Directions: Apart from the pictures, every record here must be copied word for word.

Data for analysis:
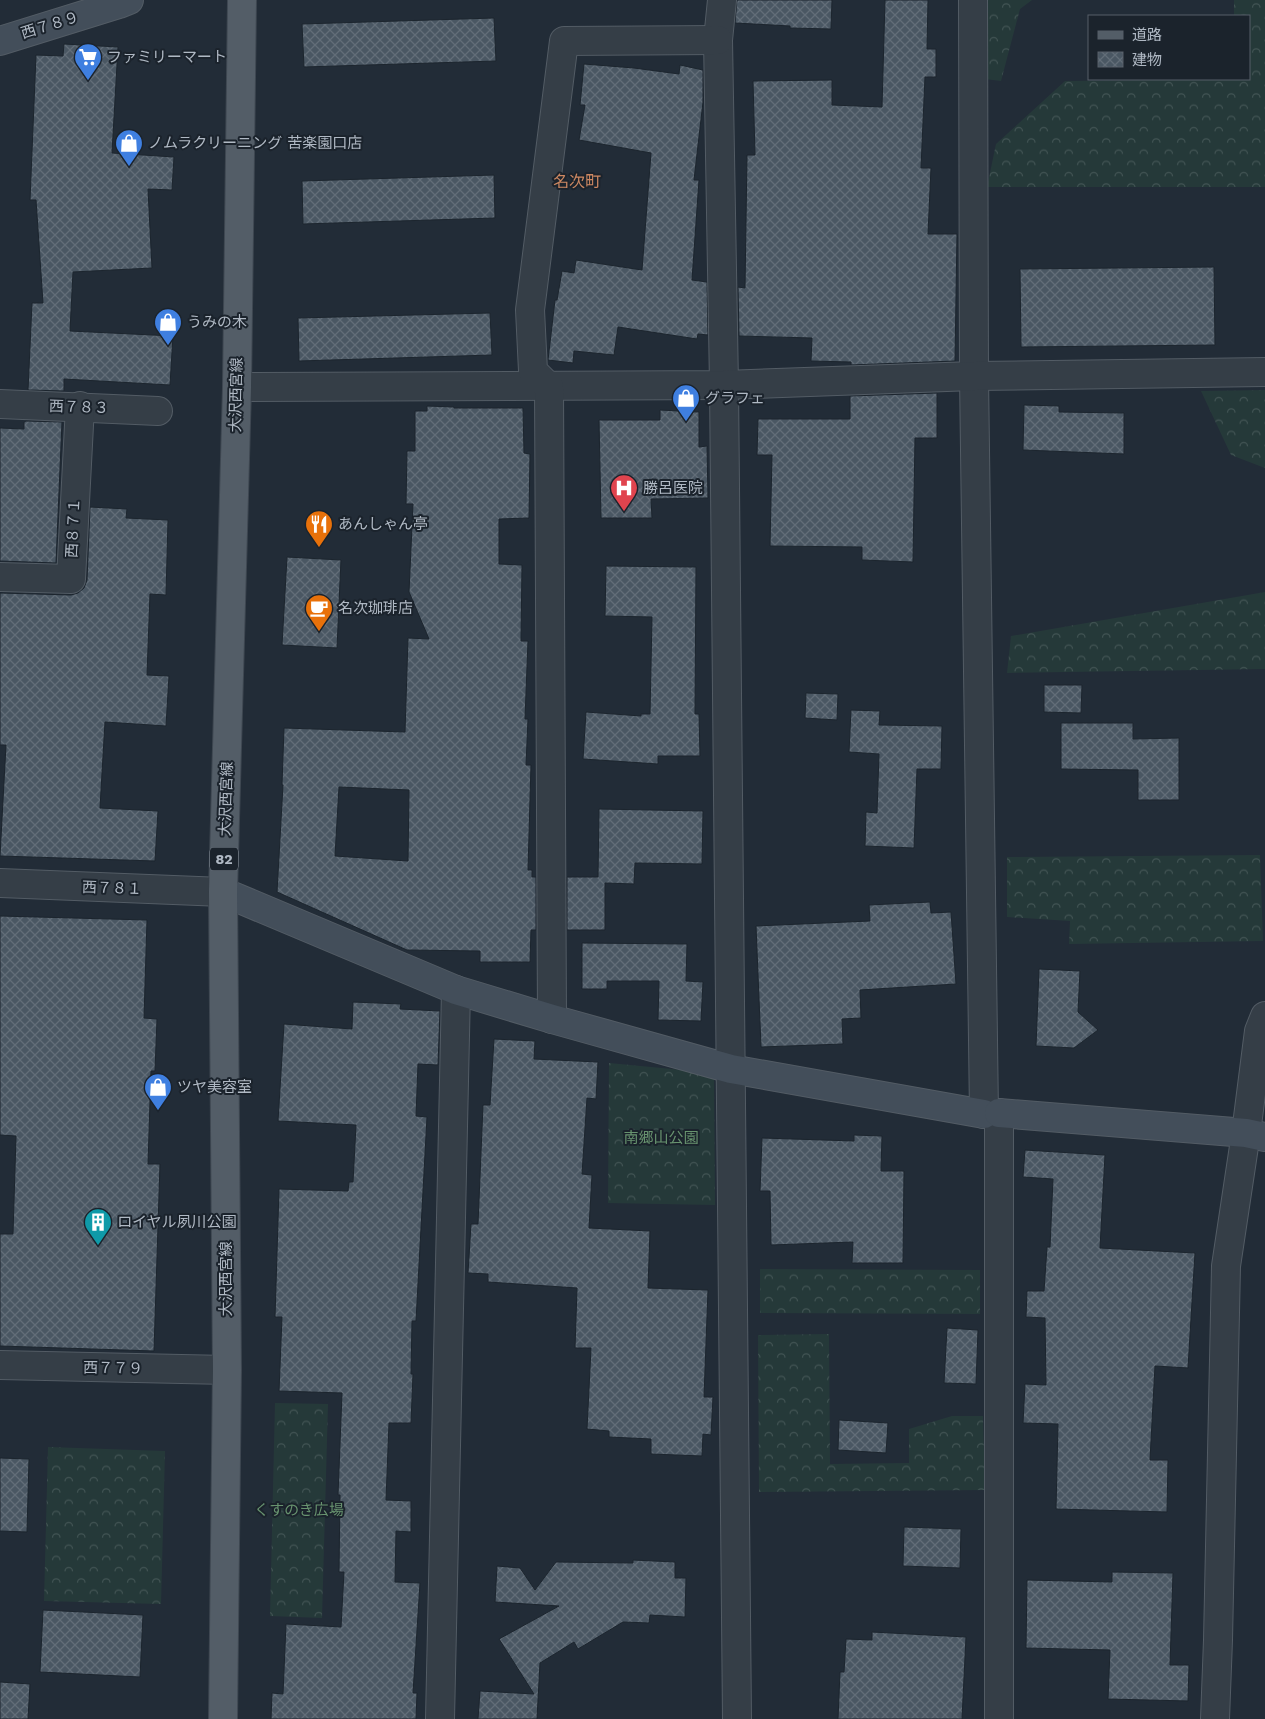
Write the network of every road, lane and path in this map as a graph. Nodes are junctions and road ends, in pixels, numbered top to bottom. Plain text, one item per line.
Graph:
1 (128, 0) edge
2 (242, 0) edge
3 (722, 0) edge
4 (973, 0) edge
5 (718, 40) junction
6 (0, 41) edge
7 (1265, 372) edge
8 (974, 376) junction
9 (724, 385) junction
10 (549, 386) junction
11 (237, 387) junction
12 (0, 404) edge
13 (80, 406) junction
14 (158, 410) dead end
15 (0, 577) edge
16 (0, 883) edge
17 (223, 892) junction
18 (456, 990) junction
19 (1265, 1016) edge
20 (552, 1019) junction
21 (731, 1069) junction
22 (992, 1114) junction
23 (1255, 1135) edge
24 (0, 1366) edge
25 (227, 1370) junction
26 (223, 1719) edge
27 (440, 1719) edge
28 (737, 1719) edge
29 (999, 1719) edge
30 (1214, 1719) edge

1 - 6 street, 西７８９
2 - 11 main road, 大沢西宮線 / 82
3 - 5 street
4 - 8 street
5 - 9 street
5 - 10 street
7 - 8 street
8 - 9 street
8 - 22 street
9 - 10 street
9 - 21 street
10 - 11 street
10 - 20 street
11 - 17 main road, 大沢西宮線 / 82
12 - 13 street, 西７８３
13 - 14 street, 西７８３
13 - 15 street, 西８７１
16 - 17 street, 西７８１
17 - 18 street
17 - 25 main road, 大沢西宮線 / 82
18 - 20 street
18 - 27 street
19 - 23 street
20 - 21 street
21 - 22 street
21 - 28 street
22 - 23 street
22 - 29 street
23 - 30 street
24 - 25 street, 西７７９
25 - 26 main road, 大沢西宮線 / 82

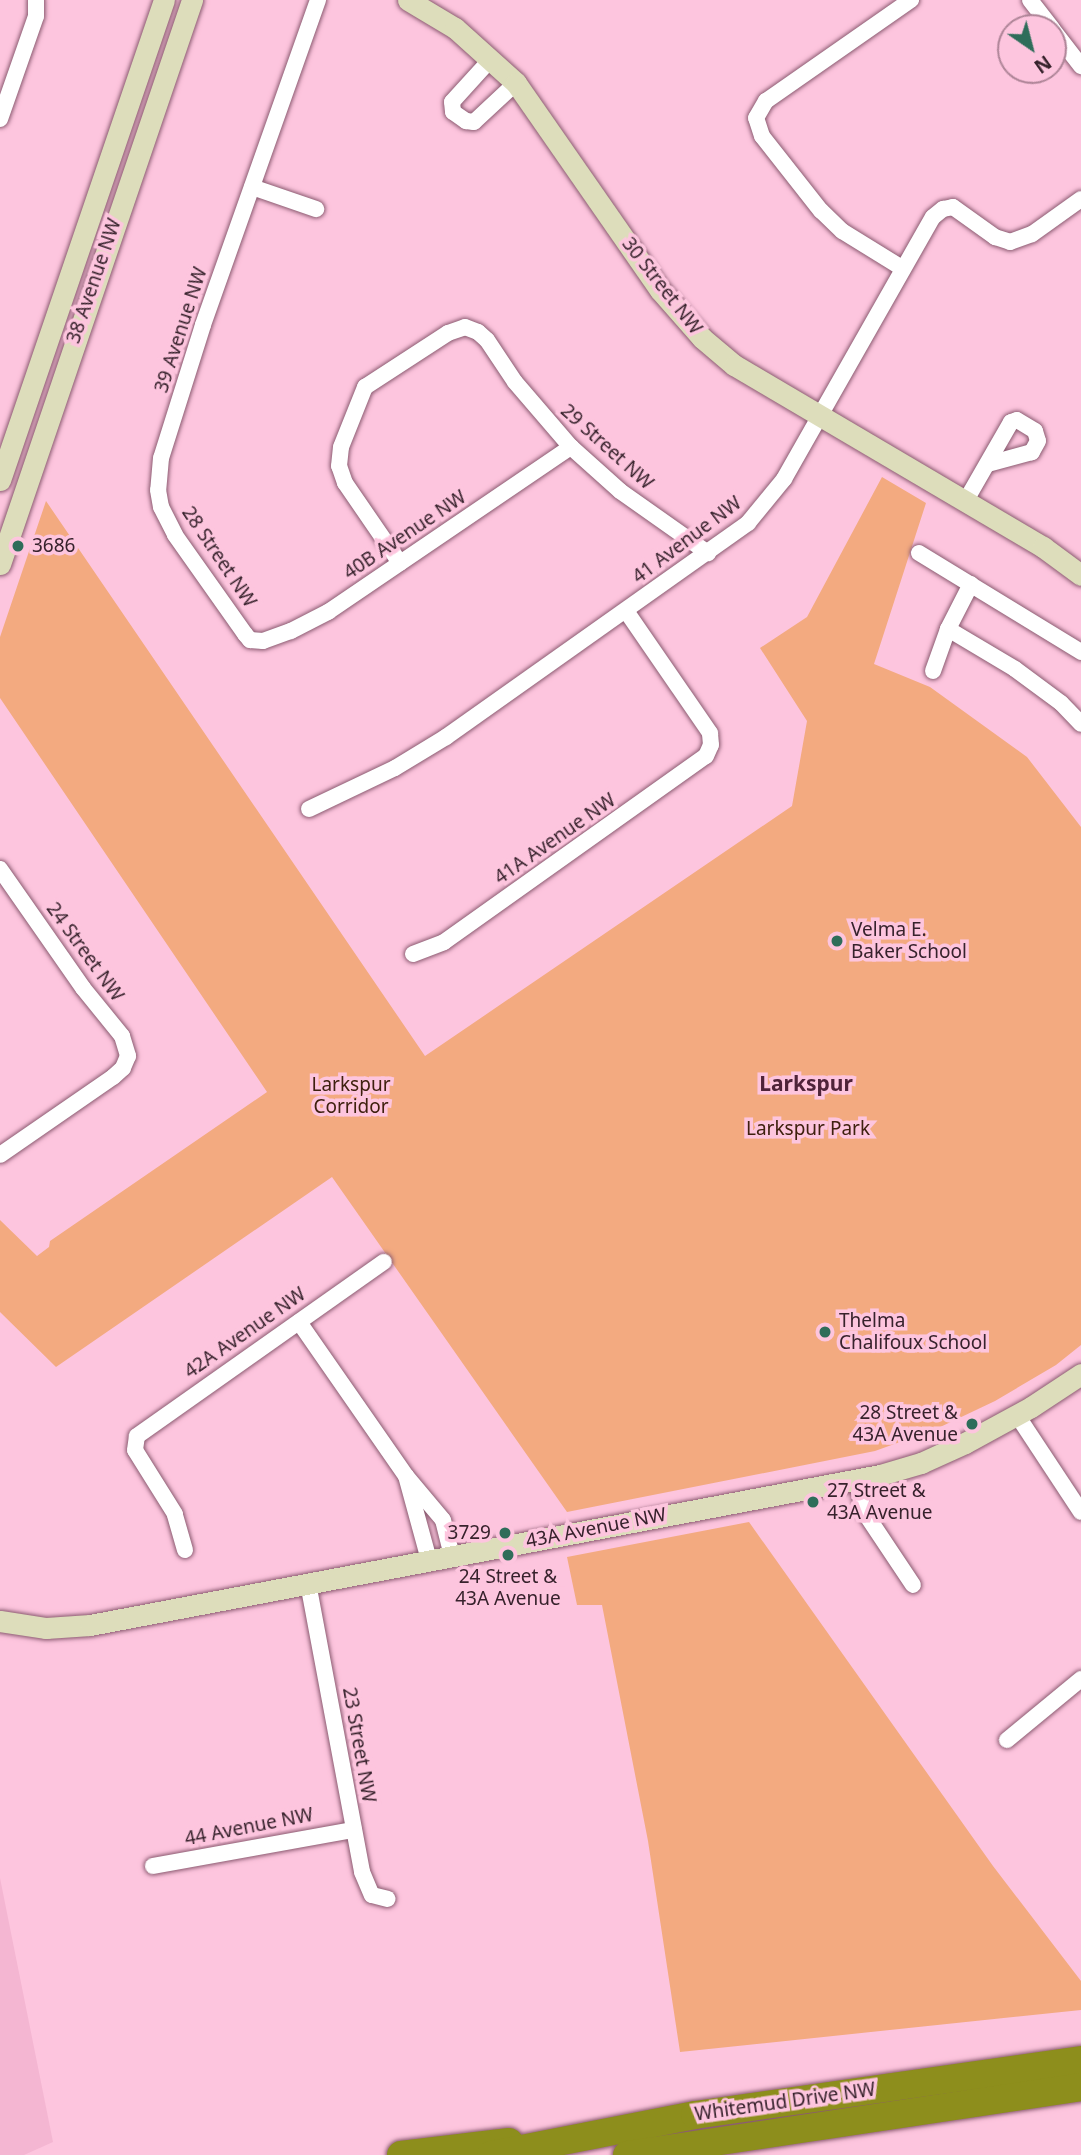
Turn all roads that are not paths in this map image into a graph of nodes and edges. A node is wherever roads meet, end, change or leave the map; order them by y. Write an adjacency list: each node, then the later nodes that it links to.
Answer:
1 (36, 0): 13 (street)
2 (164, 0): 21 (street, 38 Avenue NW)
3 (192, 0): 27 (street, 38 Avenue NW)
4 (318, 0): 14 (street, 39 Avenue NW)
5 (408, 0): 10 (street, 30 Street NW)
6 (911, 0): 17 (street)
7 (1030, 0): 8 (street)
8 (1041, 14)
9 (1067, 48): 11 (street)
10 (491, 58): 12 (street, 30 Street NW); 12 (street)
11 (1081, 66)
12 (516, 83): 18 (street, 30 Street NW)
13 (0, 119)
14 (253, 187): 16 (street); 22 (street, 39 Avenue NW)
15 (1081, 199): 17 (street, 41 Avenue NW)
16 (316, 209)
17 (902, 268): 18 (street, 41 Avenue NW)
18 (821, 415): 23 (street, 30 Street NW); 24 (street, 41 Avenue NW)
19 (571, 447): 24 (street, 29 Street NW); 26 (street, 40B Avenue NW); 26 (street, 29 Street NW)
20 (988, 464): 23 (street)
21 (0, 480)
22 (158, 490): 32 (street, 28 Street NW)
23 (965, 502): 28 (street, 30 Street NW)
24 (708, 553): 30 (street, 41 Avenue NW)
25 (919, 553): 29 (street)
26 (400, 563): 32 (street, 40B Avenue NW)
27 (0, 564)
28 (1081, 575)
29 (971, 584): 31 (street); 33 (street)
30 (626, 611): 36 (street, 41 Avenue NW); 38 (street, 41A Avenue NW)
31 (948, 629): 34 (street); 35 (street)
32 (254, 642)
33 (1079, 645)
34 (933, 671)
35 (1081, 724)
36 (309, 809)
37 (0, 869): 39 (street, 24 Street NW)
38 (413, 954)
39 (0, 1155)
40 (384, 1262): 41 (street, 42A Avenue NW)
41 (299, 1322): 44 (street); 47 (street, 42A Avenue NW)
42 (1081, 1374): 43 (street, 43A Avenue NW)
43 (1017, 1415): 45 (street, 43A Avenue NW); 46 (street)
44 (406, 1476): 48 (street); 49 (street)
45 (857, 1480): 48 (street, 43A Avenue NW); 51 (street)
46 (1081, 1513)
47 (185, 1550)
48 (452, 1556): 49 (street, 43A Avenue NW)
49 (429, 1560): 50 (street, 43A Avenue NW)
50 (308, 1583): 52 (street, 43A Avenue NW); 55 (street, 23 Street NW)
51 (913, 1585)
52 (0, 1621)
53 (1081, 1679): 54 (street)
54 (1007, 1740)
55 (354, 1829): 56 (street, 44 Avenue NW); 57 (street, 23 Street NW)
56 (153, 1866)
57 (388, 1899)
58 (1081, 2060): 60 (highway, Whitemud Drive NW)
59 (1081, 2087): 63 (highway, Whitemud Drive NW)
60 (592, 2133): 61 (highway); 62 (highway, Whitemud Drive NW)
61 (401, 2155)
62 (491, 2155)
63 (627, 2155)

Solution for this task:
Write the network of every road, lane and path in this map as a graph. Nodes are junctions and road ends, in pixels, numbered top to bottom. Plain text, one item per line.
Graph:
1 (128, 0) edge
2 (242, 0) edge
3 (722, 0) edge
4 (973, 0) edge
5 (718, 40) junction
6 (0, 41) edge
7 (1265, 372) edge
8 (974, 376) junction
9 (724, 385) junction
10 (549, 386) junction
11 (237, 387) junction
12 (0, 404) edge
13 (80, 406) junction
14 (158, 410) dead end
15 (0, 577) edge
16 (0, 883) edge
17 (223, 892) junction
18 (456, 990) junction
19 (1265, 1016) edge
20 (552, 1019) junction
21 (731, 1069) junction
22 (992, 1114) junction
23 (1255, 1135) edge
24 (0, 1366) edge
25 (227, 1370) junction
26 (223, 1719) edge
27 (440, 1719) edge
28 (737, 1719) edge
29 (999, 1719) edge
30 (1214, 1719) edge

1 - 6 street, 西７８９
2 - 11 main road, 大沢西宮線 / 82
3 - 5 street
4 - 8 street
5 - 9 street
5 - 10 street
7 - 8 street
8 - 9 street
8 - 22 street
9 - 10 street
9 - 21 street
10 - 11 street
10 - 20 street
11 - 17 main road, 大沢西宮線 / 82
12 - 13 street, 西７８３
13 - 14 street, 西７８３
13 - 15 street, 西８７１
16 - 17 street, 西７８１
17 - 18 street
17 - 25 main road, 大沢西宮線 / 82
18 - 20 street
18 - 27 street
19 - 23 street
20 - 21 street
21 - 22 street
21 - 28 street
22 - 23 street
22 - 29 street
23 - 30 street
24 - 25 street, 西７７９
25 - 26 main road, 大沢西宮線 / 82

Turn all roads that are not paths in this map image into a graph of nodes and edges. A node is wherever roads meet, end, change or leave the map; order them by y. Write an adjacency list: each node, then the later nodes that it links to.
Answer:
1 (36, 0): 13 (street)
2 (164, 0): 21 (street, 38 Avenue NW)
3 (192, 0): 27 (street, 38 Avenue NW)
4 (318, 0): 14 (street, 39 Avenue NW)
5 (408, 0): 10 (street, 30 Street NW)
6 (911, 0): 17 (street)
7 (1030, 0): 8 (street)
8 (1041, 14)
9 (1067, 48): 11 (street)
10 (491, 58): 12 (street, 30 Street NW); 12 (street)
11 (1081, 66)
12 (516, 83): 18 (street, 30 Street NW)
13 (0, 119)
14 (253, 187): 16 (street); 22 (street, 39 Avenue NW)
15 (1081, 199): 17 (street, 41 Avenue NW)
16 (316, 209)
17 (902, 268): 18 (street, 41 Avenue NW)
18 (821, 415): 23 (street, 30 Street NW); 24 (street, 41 Avenue NW)
19 (571, 447): 24 (street, 29 Street NW); 26 (street, 40B Avenue NW); 26 (street, 29 Street NW)
20 (988, 464): 23 (street)
21 (0, 480)
22 (158, 490): 32 (street, 28 Street NW)
23 (965, 502): 28 (street, 30 Street NW)
24 (708, 553): 30 (street, 41 Avenue NW)
25 (919, 553): 29 (street)
26 (400, 563): 32 (street, 40B Avenue NW)
27 (0, 564)
28 (1081, 575)
29 (971, 584): 31 (street); 33 (street)
30 (626, 611): 36 (street, 41 Avenue NW); 38 (street, 41A Avenue NW)
31 (948, 629): 34 (street); 35 (street)
32 (254, 642)
33 (1079, 645)
34 (933, 671)
35 (1081, 724)
36 (309, 809)
37 (0, 869): 39 (street, 24 Street NW)
38 (413, 954)
39 (0, 1155)
40 (384, 1262): 41 (street, 42A Avenue NW)
41 (299, 1322): 44 (street); 47 (street, 42A Avenue NW)
42 (1081, 1374): 43 (street, 43A Avenue NW)
43 (1017, 1415): 45 (street, 43A Avenue NW); 46 (street)
44 (406, 1476): 48 (street); 49 (street)
45 (857, 1480): 48 (street, 43A Avenue NW); 51 (street)
46 (1081, 1513)
47 (185, 1550)
48 (452, 1556): 49 (street, 43A Avenue NW)
49 (429, 1560): 50 (street, 43A Avenue NW)
50 (308, 1583): 52 (street, 43A Avenue NW); 55 (street, 23 Street NW)
51 (913, 1585)
52 (0, 1621)
53 (1081, 1679): 54 (street)
54 (1007, 1740)
55 (354, 1829): 56 (street, 44 Avenue NW); 57 (street, 23 Street NW)
56 (153, 1866)
57 (388, 1899)
58 (1081, 2060): 60 (highway, Whitemud Drive NW)
59 (1081, 2087): 63 (highway, Whitemud Drive NW)
60 (592, 2133): 61 (highway); 62 (highway, Whitemud Drive NW)
61 (401, 2155)
62 (491, 2155)
63 (627, 2155)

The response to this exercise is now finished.